> [Task goal]: The expected result is the full listing, retyped exactly, without a single picture.

> [Input data]:
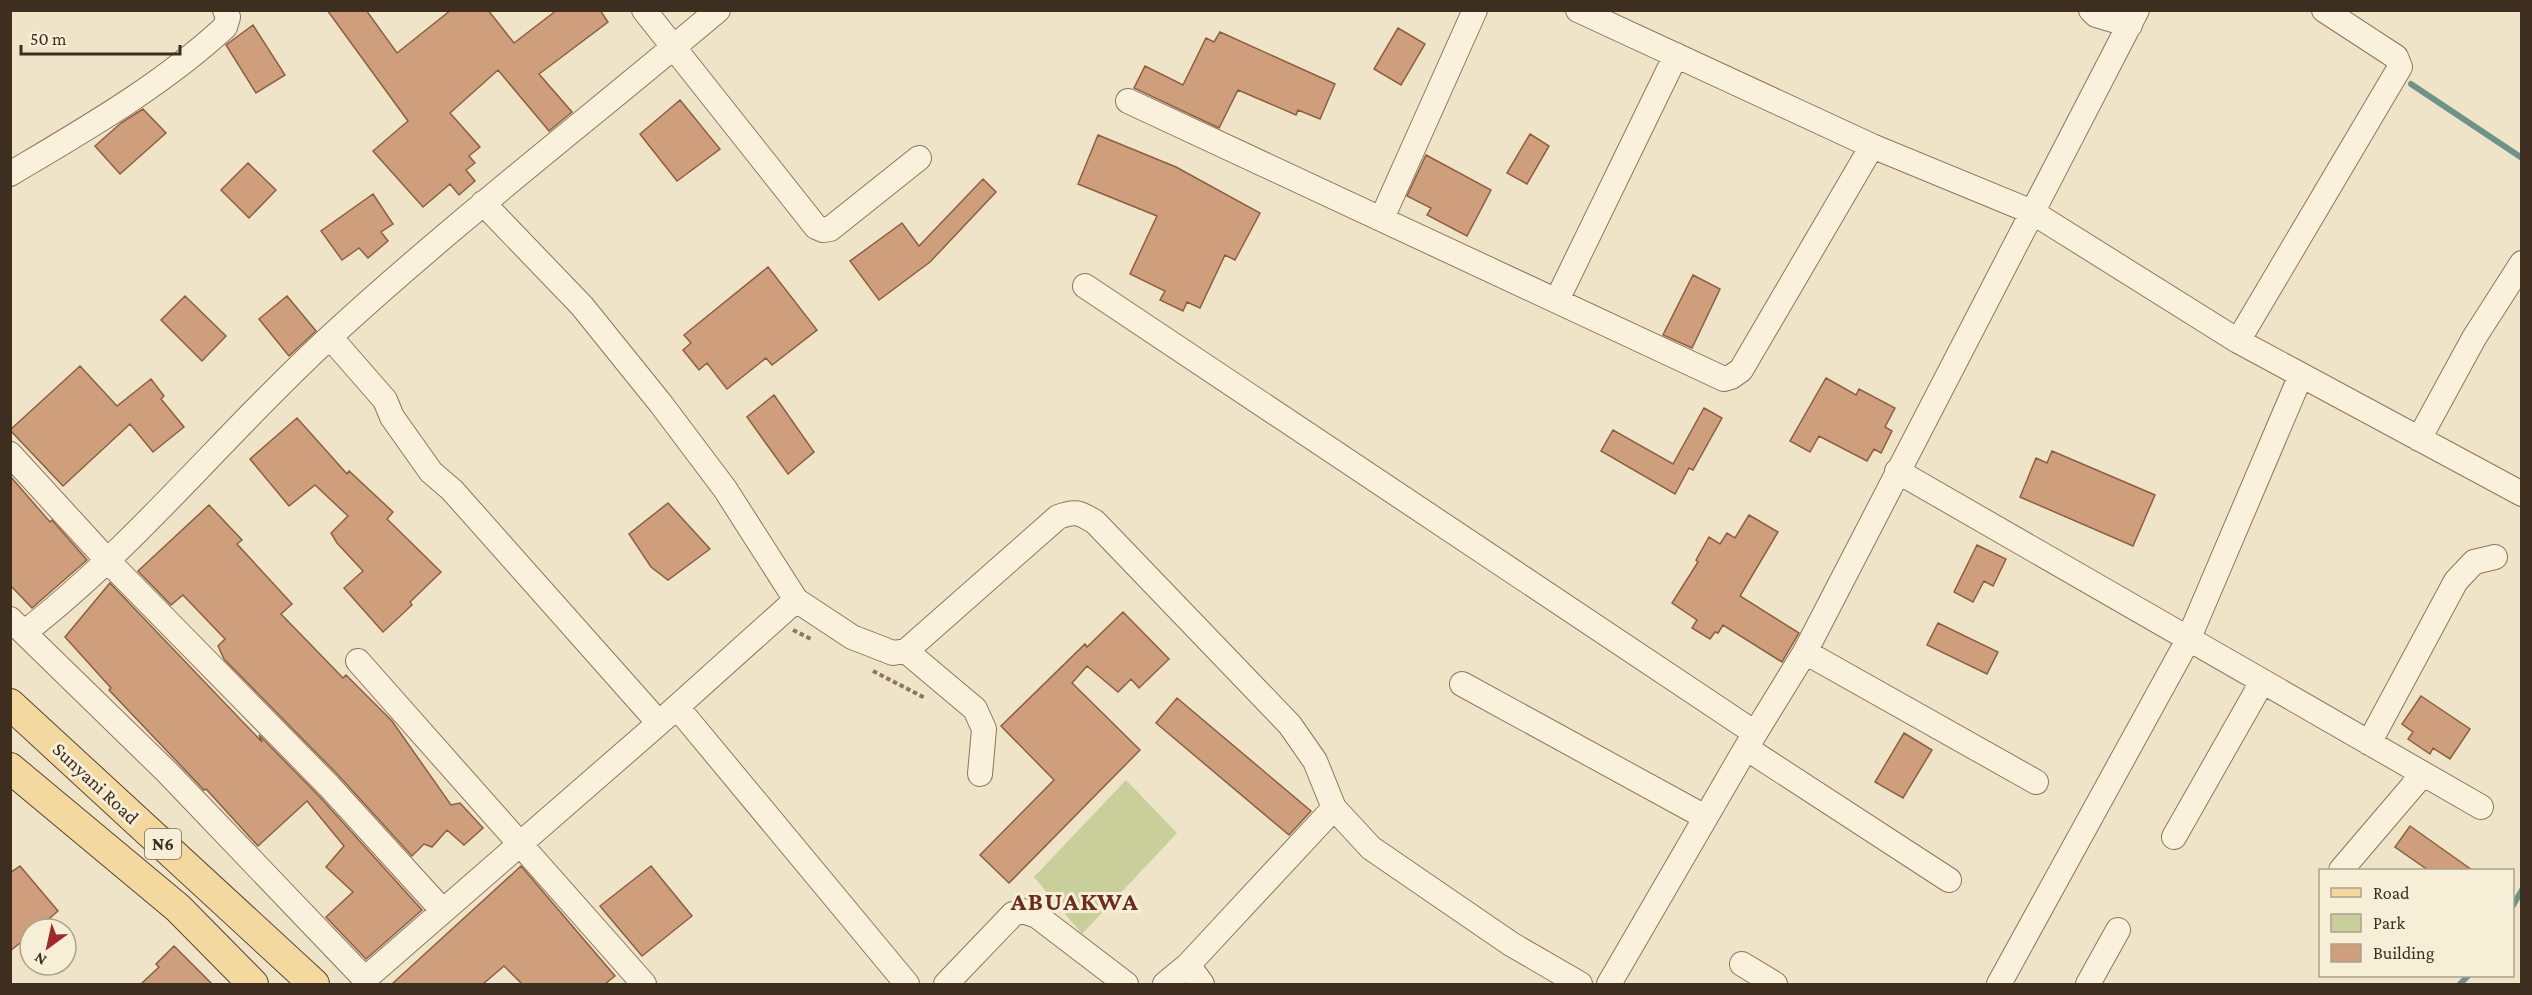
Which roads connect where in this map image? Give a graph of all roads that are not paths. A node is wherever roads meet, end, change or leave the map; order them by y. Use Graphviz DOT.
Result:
graph roads {
  1 [pos="225,10"];
  2 [pos="644,10"];
  3 [pos="718,10"];
  4 [pos="1475,10"];
  5 [pos="1578,10"];
  6 [pos="2091,10"];
  7 [pos="2324,10"];
  8 [pos="2134,18"];
  9 [pos="674,48"];
  10 [pos="1676,55"];
  11 [pos="1128,101"];
  12 [pos="1872,146"];
  13 [pos="919,158"];
  14 [pos="10,174"];
  15 [pos="483,203"];
  16 [pos="2032,212"];
  17 [pos="1382,218"];
  18 [pos="2522,263"];
  19 [pos="1085,286"];
  20 [pos="1557,300"];
  21 [pos="330,338"];
  22 [pos="2238,341"];
  23 [pos="2301,375"];
  24 [pos="2419,439"];
  25 [pos="10,454"];
  26 [pos="1898,471"];
  27 [pos="2522,494"];
  28 [pos="2495,557"];
  29 [pos="108,561"];
  30 [pos="796,600"];
  31 [pos="18,626"];
  32 [pos="2188,640"];
  33 [pos="906,651"];
  34 [pos="1805,652"];
  35 [pos="358,661"];
  36 [pos="2262,682"];
  37 [pos="1462,684"];
  38 [pos="10,704"];
  39 [pos="677,707"];
  40 [pos="659,723"];
  41 [pos="1750,740"];
  42 [pos="2369,743"];
  43 [pos="10,768"];
  44 [pos="980,774"];
  45 [pos="2423,774"];
  46 [pos="2036,782"];
  47 [pos="2481,807"];
  48 [pos="1334,808"];
  49 [pos="1705,817"];
  50 [pos="2174,837"];
  51 [pos="519,844"];
  52 [pos="2342,869"];
  53 [pos="1949,880"];
  54 [pos="443,911"];
  55 [pos="2118,930"];
  56 [pos="1742,964"];
  57 [pos="1195,975"];
  58 [pos="253,984"];
  59 [pos="314,984"];
  60 [pos="644,984"];
  61 [pos="907,984"];
  62 [pos="946,984"];
  63 [pos="1126,984"];
  64 [pos="1165,984"];
  65 [pos="1580,984"];
  66 [pos="1609,984"];
  67 [pos="1775,984"];
  68 [pos="1999,984"];
  69 [pos="2088,984"];
  1 -- 14 [label="street"];
  2 -- 9 [label="street"];
  3 -- 9 [label="street"];
  4 -- 17 [label="street"];
  5 -- 10 [label="street"];
  6 -- 8 [label="street"];
  7 -- 22 [label="street"];
  8 -- 16 [label="street"];
  9 -- 13 [label="street"];
  9 -- 15 [label="street"];
  10 -- 12 [label="street"];
  10 -- 20 [label="street"];
  11 -- 17 [label="street"];
  12 -- 16 [label="street"];
  12 -- 20 [label="street"];
  15 -- 21 [label="street"];
  15 -- 30 [label="street"];
  16 -- 22 [label="street"];
  16 -- 26 [label="street"];
  17 -- 20 [label="street"];
  18 -- 24 [label="street"];
  19 -- 41 [label="street"];
  21 -- 29 [label="street"];
  21 -- 40 [label="street"];
  22 -- 23 [label="street"];
  23 -- 24 [label="street"];
  23 -- 32 [label="street"];
  24 -- 27 [label="street"];
  25 -- 29 [label="street"];
  26 -- 32 [label="street"];
  26 -- 34 [label="street"];
  28 -- 42 [label="street"];
  29 -- 31 [label="street"];
  29 -- 54 [label="street"];
  30 -- 33 [label="street"];
  30 -- 39 [label="street"];
  31 -- 54 [label="street"];
  32 -- 36 [label="street"];
  32 -- 68 [label="street"];
  33 -- 44 [label="street"];
  33 -- 48 [label="street"];
  34 -- 41 [label="street"];
  34 -- 46 [label="street"];
  35 -- 51 [label="street"];
  36 -- 42 [label="street"];
  36 -- 50 [label="street"];
  37 -- 49 [label="street"];
  38 -- 59 [label="main road, Sunyani Road / N6"];
  39 -- 40 [label="street"];
  39 -- 61 [label="street"];
  40 -- 51 [label="street"];
  41 -- 49 [label="street"];
  41 -- 53 [label="street"];
  42 -- 45 [label="street"];
  43 -- 58 [label="main road, Sunyani Road / N6"];
  45 -- 47 [label="street"];
  45 -- 52 [label="street"];
  48 -- 57 [label="street"];
  48 -- 65 [label="street"];
  49 -- 66 [label="street"];
  51 -- 54 [label="street"];
  51 -- 60 [label="street"];
  55 -- 69 [label="street"];
  56 -- 67 [label="street"];
  57 -- 64 [label="street"];
  62 -- 63 [label="street"];
}
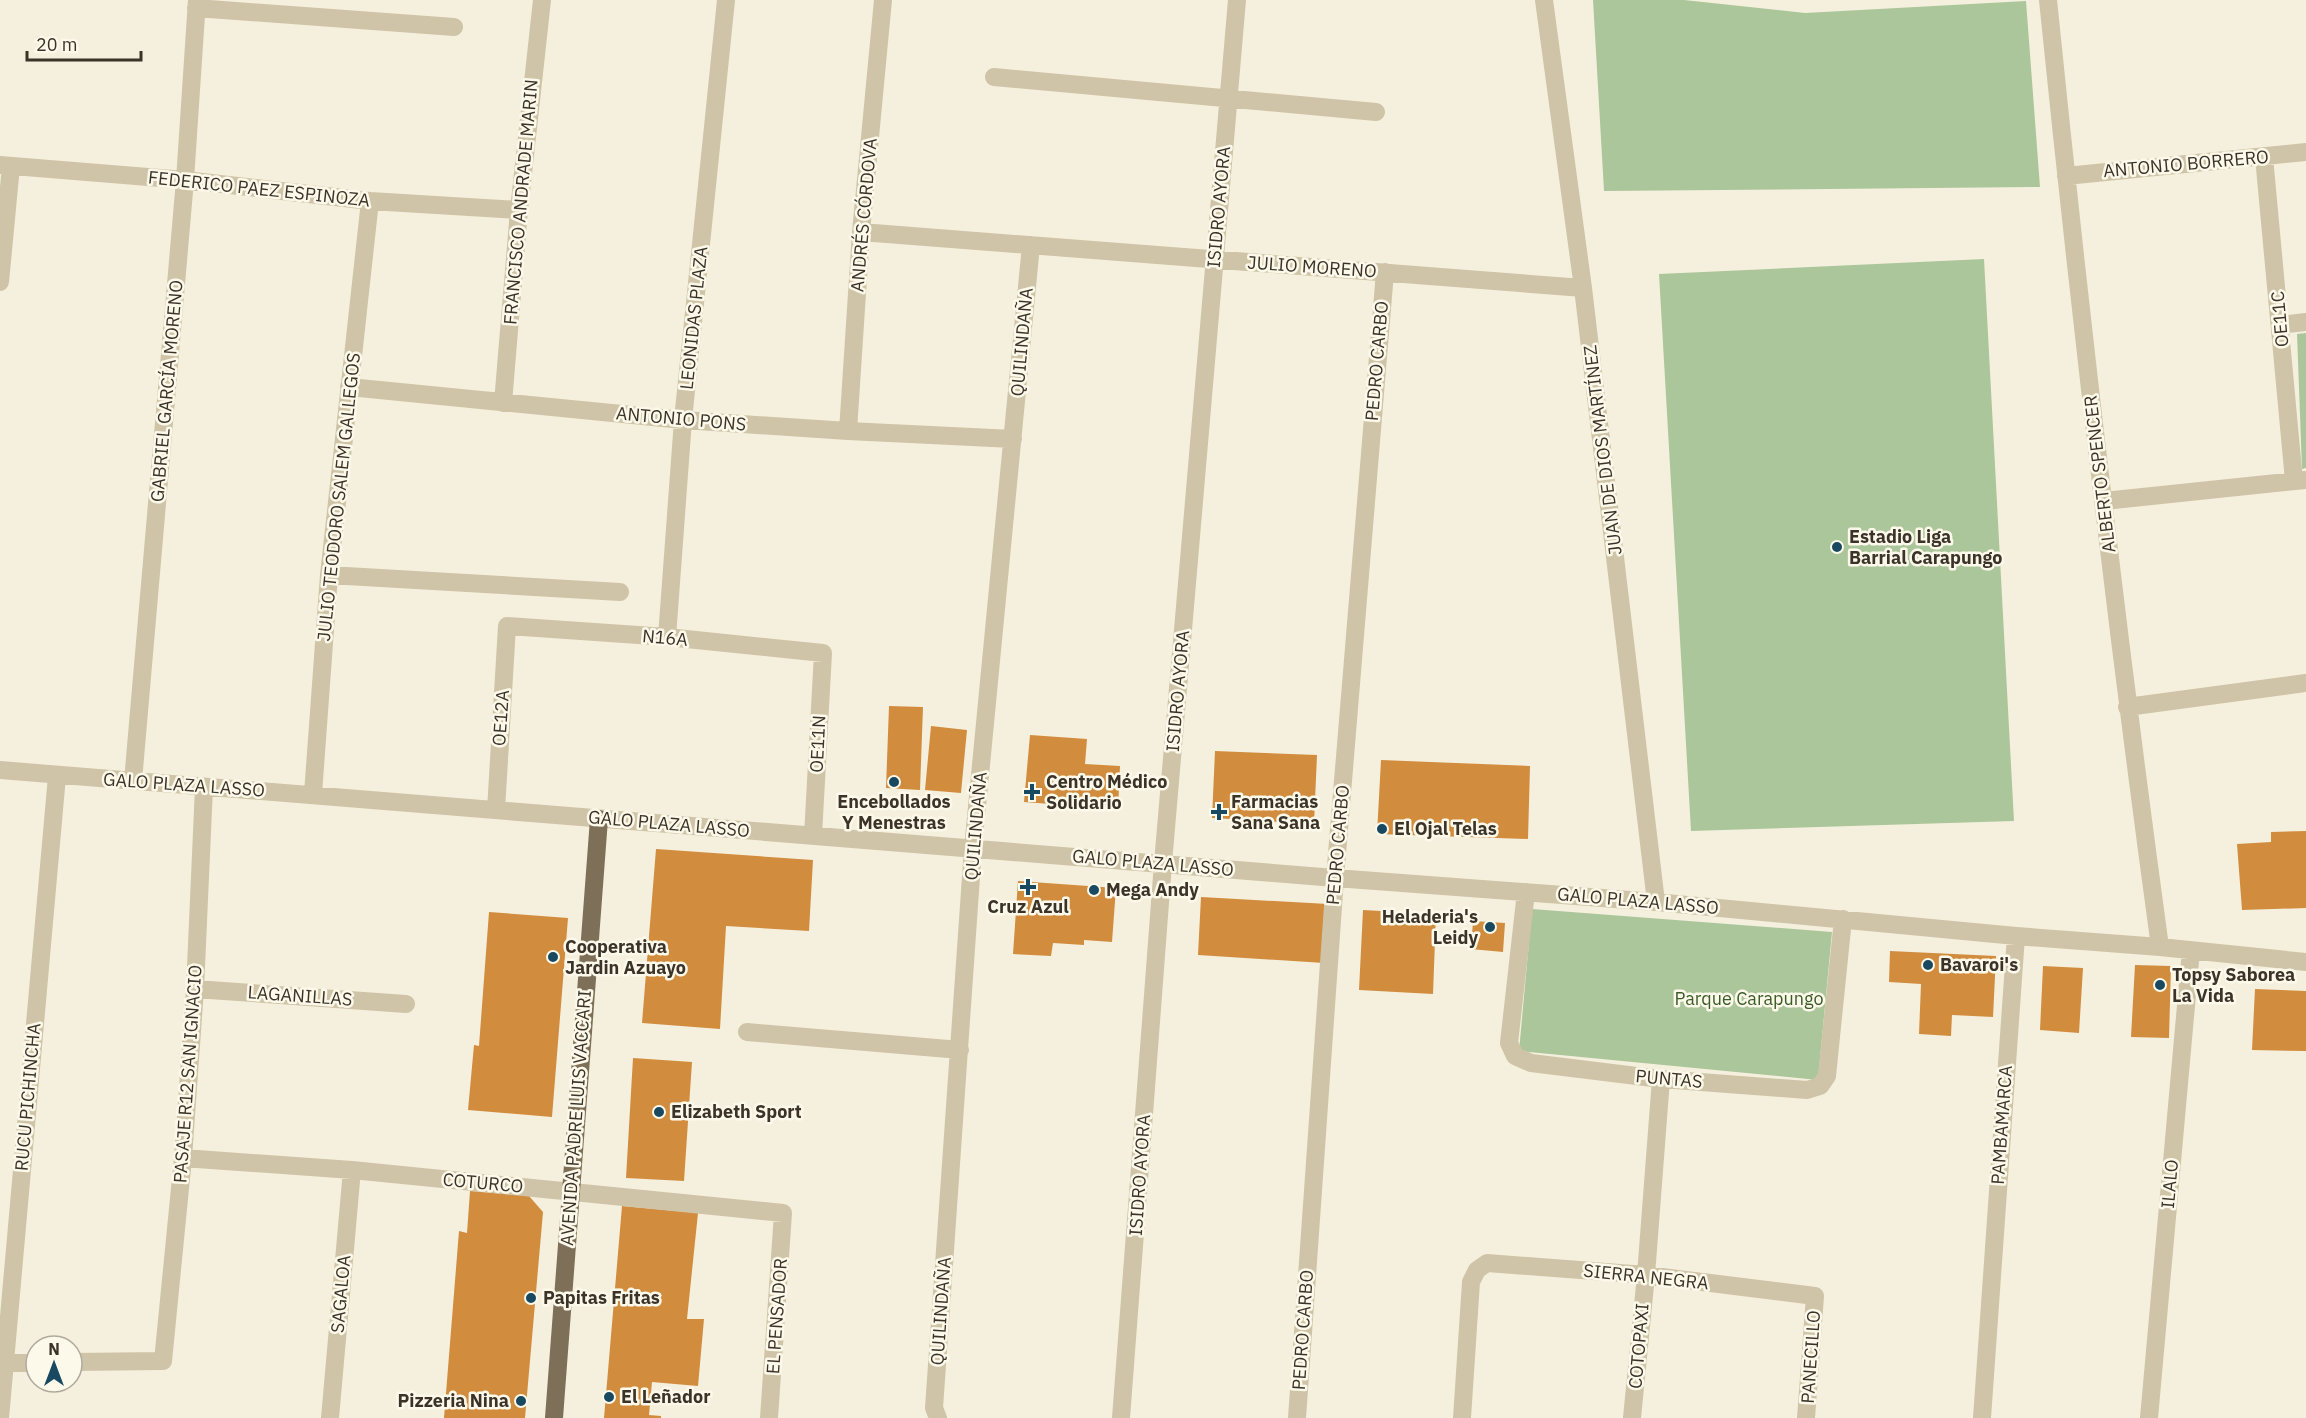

> [Exercise solution]:
Which roads connect where in this map image? Give a graph of all roads that are not paths. A node is wherever roads meet, end, change or leave the map; order them by y. Use Graphviz DOT.
Result:
graph roads {
  1 [pos="225,10"];
  2 [pos="644,10"];
  3 [pos="718,10"];
  4 [pos="1475,10"];
  5 [pos="1578,10"];
  6 [pos="2091,10"];
  7 [pos="2324,10"];
  8 [pos="2134,18"];
  9 [pos="674,48"];
  10 [pos="1676,55"];
  11 [pos="1128,101"];
  12 [pos="1872,146"];
  13 [pos="919,158"];
  14 [pos="10,174"];
  15 [pos="483,203"];
  16 [pos="2032,212"];
  17 [pos="1382,218"];
  18 [pos="2522,263"];
  19 [pos="1085,286"];
  20 [pos="1557,300"];
  21 [pos="330,338"];
  22 [pos="2238,341"];
  23 [pos="2301,375"];
  24 [pos="2419,439"];
  25 [pos="10,454"];
  26 [pos="1898,471"];
  27 [pos="2522,494"];
  28 [pos="2495,557"];
  29 [pos="108,561"];
  30 [pos="796,600"];
  31 [pos="18,626"];
  32 [pos="2188,640"];
  33 [pos="906,651"];
  34 [pos="1805,652"];
  35 [pos="358,661"];
  36 [pos="2262,682"];
  37 [pos="1462,684"];
  38 [pos="10,704"];
  39 [pos="677,707"];
  40 [pos="659,723"];
  41 [pos="1750,740"];
  42 [pos="2369,743"];
  43 [pos="10,768"];
  44 [pos="980,774"];
  45 [pos="2423,774"];
  46 [pos="2036,782"];
  47 [pos="2481,807"];
  48 [pos="1334,808"];
  49 [pos="1705,817"];
  50 [pos="2174,837"];
  51 [pos="519,844"];
  52 [pos="2342,869"];
  53 [pos="1949,880"];
  54 [pos="443,911"];
  55 [pos="2118,930"];
  56 [pos="1742,964"];
  57 [pos="1195,975"];
  58 [pos="253,984"];
  59 [pos="314,984"];
  60 [pos="644,984"];
  61 [pos="907,984"];
  62 [pos="946,984"];
  63 [pos="1126,984"];
  64 [pos="1165,984"];
  65 [pos="1580,984"];
  66 [pos="1609,984"];
  67 [pos="1775,984"];
  68 [pos="1999,984"];
  69 [pos="2088,984"];
  1 -- 14 [label="street"];
  2 -- 9 [label="street"];
  3 -- 9 [label="street"];
  4 -- 17 [label="street"];
  5 -- 10 [label="street"];
  6 -- 8 [label="street"];
  7 -- 22 [label="street"];
  8 -- 16 [label="street"];
  9 -- 13 [label="street"];
  9 -- 15 [label="street"];
  10 -- 12 [label="street"];
  10 -- 20 [label="street"];
  11 -- 17 [label="street"];
  12 -- 16 [label="street"];
  12 -- 20 [label="street"];
  15 -- 21 [label="street"];
  15 -- 30 [label="street"];
  16 -- 22 [label="street"];
  16 -- 26 [label="street"];
  17 -- 20 [label="street"];
  18 -- 24 [label="street"];
  19 -- 41 [label="street"];
  21 -- 29 [label="street"];
  21 -- 40 [label="street"];
  22 -- 23 [label="street"];
  23 -- 24 [label="street"];
  23 -- 32 [label="street"];
  24 -- 27 [label="street"];
  25 -- 29 [label="street"];
  26 -- 32 [label="street"];
  26 -- 34 [label="street"];
  28 -- 42 [label="street"];
  29 -- 31 [label="street"];
  29 -- 54 [label="street"];
  30 -- 33 [label="street"];
  30 -- 39 [label="street"];
  31 -- 54 [label="street"];
  32 -- 36 [label="street"];
  32 -- 68 [label="street"];
  33 -- 44 [label="street"];
  33 -- 48 [label="street"];
  34 -- 41 [label="street"];
  34 -- 46 [label="street"];
  35 -- 51 [label="street"];
  36 -- 42 [label="street"];
  36 -- 50 [label="street"];
  37 -- 49 [label="street"];
  38 -- 59 [label="main road, Sunyani Road / N6"];
  39 -- 40 [label="street"];
  39 -- 61 [label="street"];
  40 -- 51 [label="street"];
  41 -- 49 [label="street"];
  41 -- 53 [label="street"];
  42 -- 45 [label="street"];
  43 -- 58 [label="main road, Sunyani Road / N6"];
  45 -- 47 [label="street"];
  45 -- 52 [label="street"];
  48 -- 57 [label="street"];
  48 -- 65 [label="street"];
  49 -- 66 [label="street"];
  51 -- 54 [label="street"];
  51 -- 60 [label="street"];
  55 -- 69 [label="street"];
  56 -- 67 [label="street"];
  57 -- 64 [label="street"];
  62 -- 63 [label="street"];
}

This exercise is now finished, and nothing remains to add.